**What you need to do**
Could you please retype the records exactly, minus their pictures?

**Saved data entries**
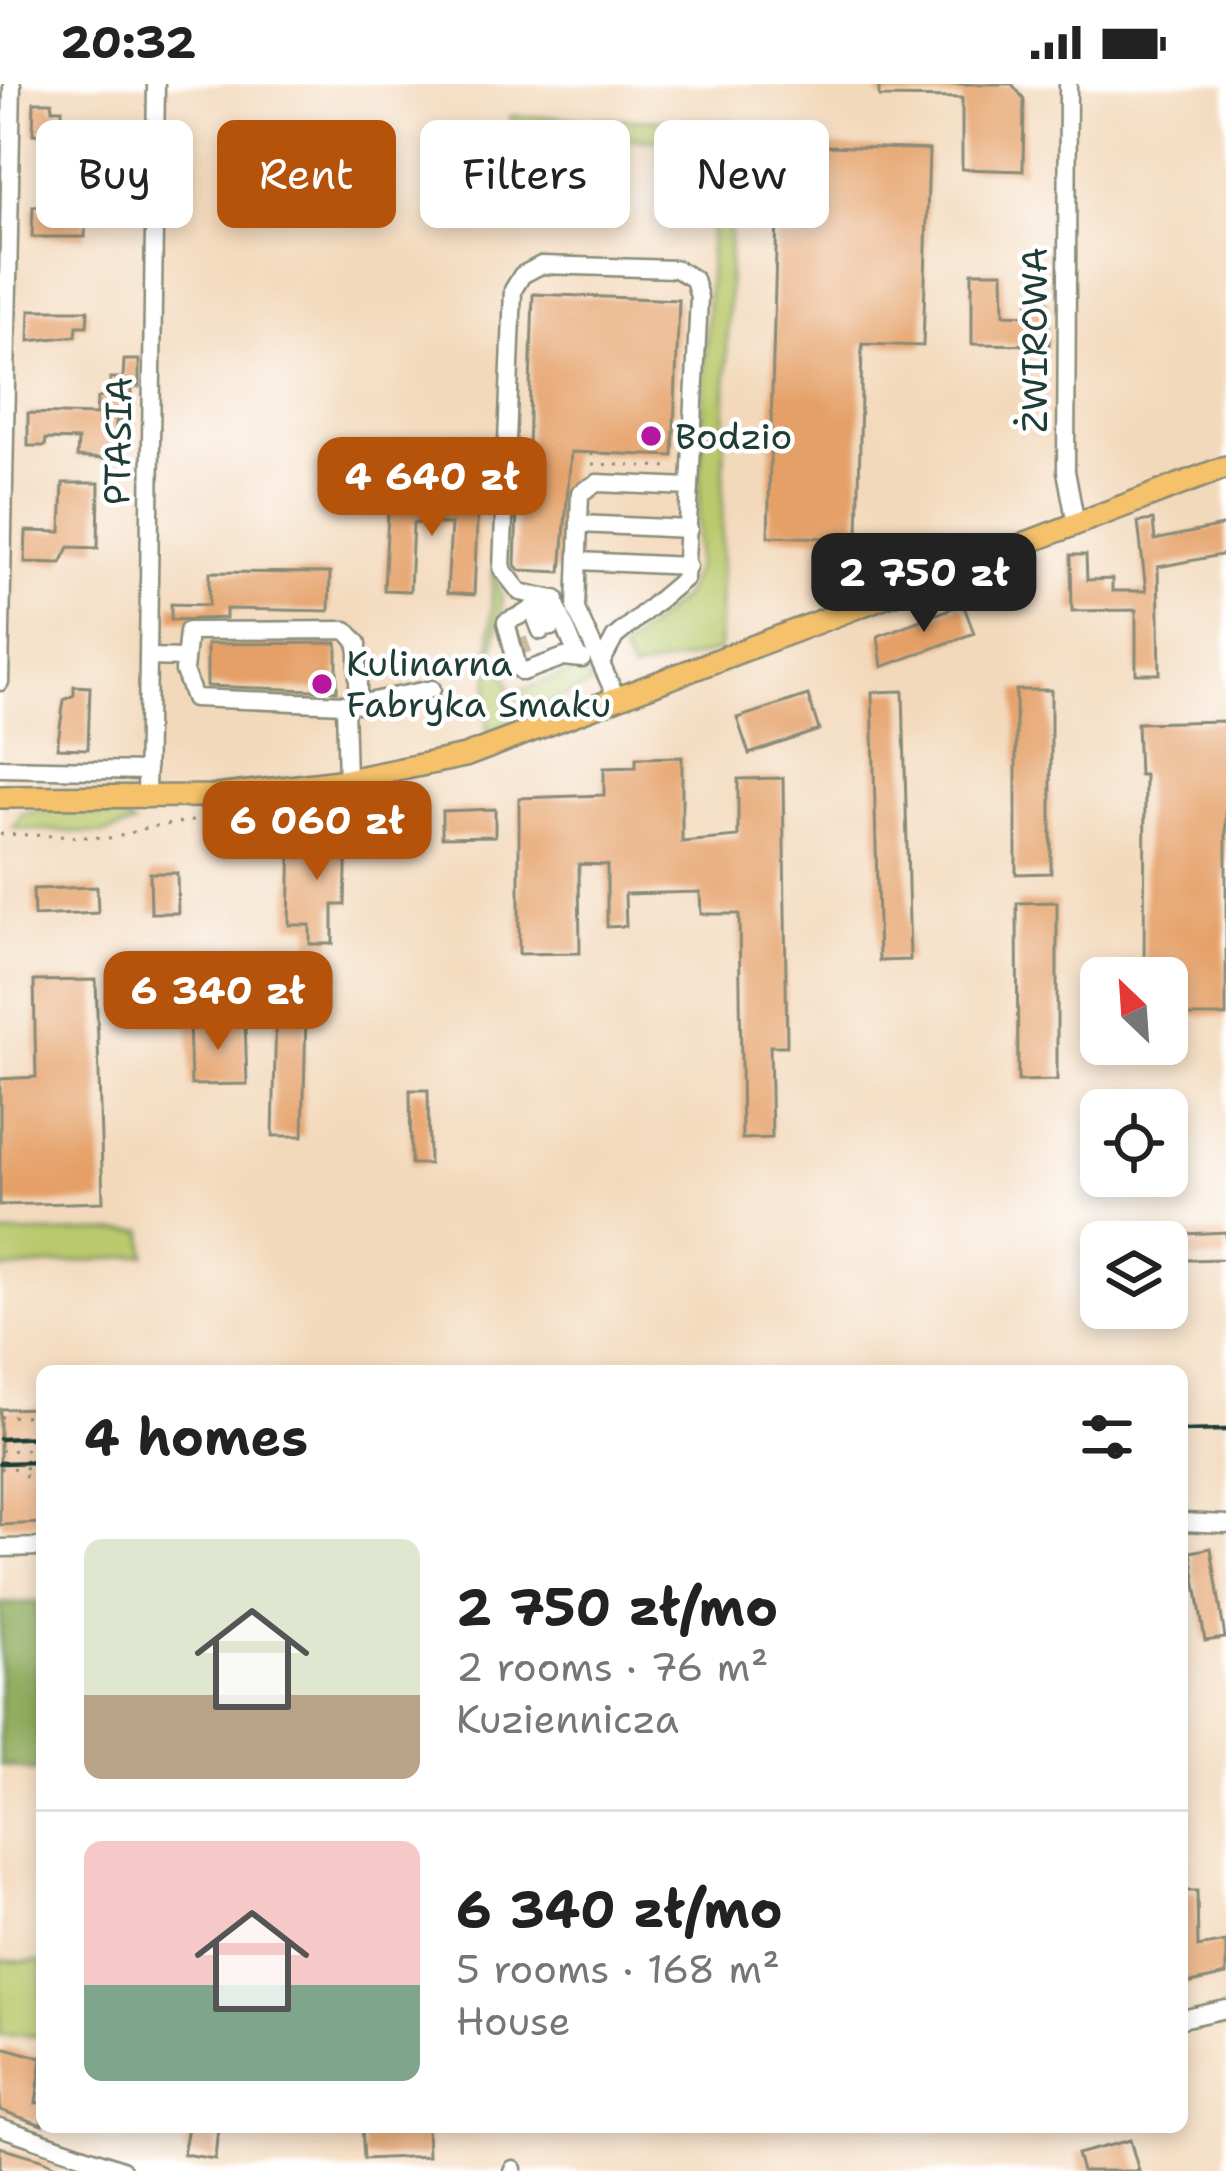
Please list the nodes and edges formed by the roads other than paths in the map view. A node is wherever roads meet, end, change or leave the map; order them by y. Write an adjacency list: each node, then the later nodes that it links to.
1 (12, 84): 19 (street)
2 (157, 84): 16 (street, PTASIA)
3 (1068, 84): 7 (street, ŻWIROWA)
4 (1226, 467): 7 (main road)
5 (690, 488): 6 (street); 8 (street); 11 (street)
6 (579, 524): 8 (street); 9 (street)
7 (1076, 524): 21 (main road)
8 (689, 530): 10 (street)
9 (578, 561): 10 (street); 12 (street)
10 (688, 566): 18 (street)
11 (543, 603): 12 (street); 13 (street); 14 (street); 14 (street)
12 (576, 609): 18 (street)
13 (511, 616): 15 (street); 15 (street)
14 (556, 646): 15 (street); 18 (street)
15 (525, 654)
16 (148, 657): 17 (street); 24 (street, PTASIA)
17 (184, 658): 22 (street); 22 (street)
18 (601, 663): 21 (street)
19 (0, 682)
20 (432, 689): 22 (street)
21 (617, 699): 25 (main road)
22 (351, 704): 25 (street)
23 (0, 768): 24 (street)
24 (147, 771): 27 (street, PTASIA)
25 (344, 790): 27 (main road)
26 (0, 797): 27 (main road)
27 (146, 799)
28 (1188, 1522): 29 (street)
29 (1226, 1524)
30 (36, 1546): 31 (street)
31 (0, 1548)
32 (1226, 2009): 33 (street)
33 (1188, 2018)
34 (0, 2127): 35 (street)
35 (122, 2169)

**Completed task**
Please list the nodes and edges formed by the roads other than paths in the map view. A node is wherever roads meet, end, change or leave the map; order them by y. Write an adjacency list: each node, then the later nodes that it links to.
1 (12, 84): 19 (street)
2 (157, 84): 16 (street, PTASIA)
3 (1068, 84): 7 (street, ŻWIROWA)
4 (1226, 467): 7 (main road)
5 (690, 488): 6 (street); 8 (street); 11 (street)
6 (579, 524): 8 (street); 9 (street)
7 (1076, 524): 21 (main road)
8 (689, 530): 10 (street)
9 (578, 561): 10 (street); 12 (street)
10 (688, 566): 18 (street)
11 (543, 603): 12 (street); 13 (street); 14 (street); 14 (street)
12 (576, 609): 18 (street)
13 (511, 616): 15 (street); 15 (street)
14 (556, 646): 15 (street); 18 (street)
15 (525, 654)
16 (148, 657): 17 (street); 24 (street, PTASIA)
17 (184, 658): 22 (street); 22 (street)
18 (601, 663): 21 (street)
19 (0, 682)
20 (432, 689): 22 (street)
21 (617, 699): 25 (main road)
22 (351, 704): 25 (street)
23 (0, 768): 24 (street)
24 (147, 771): 27 (street, PTASIA)
25 (344, 790): 27 (main road)
26 (0, 797): 27 (main road)
27 (146, 799)
28 (1188, 1522): 29 (street)
29 (1226, 1524)
30 (36, 1546): 31 (street)
31 (0, 1548)
32 (1226, 2009): 33 (street)
33 (1188, 2018)
34 (0, 2127): 35 (street)
35 (122, 2169)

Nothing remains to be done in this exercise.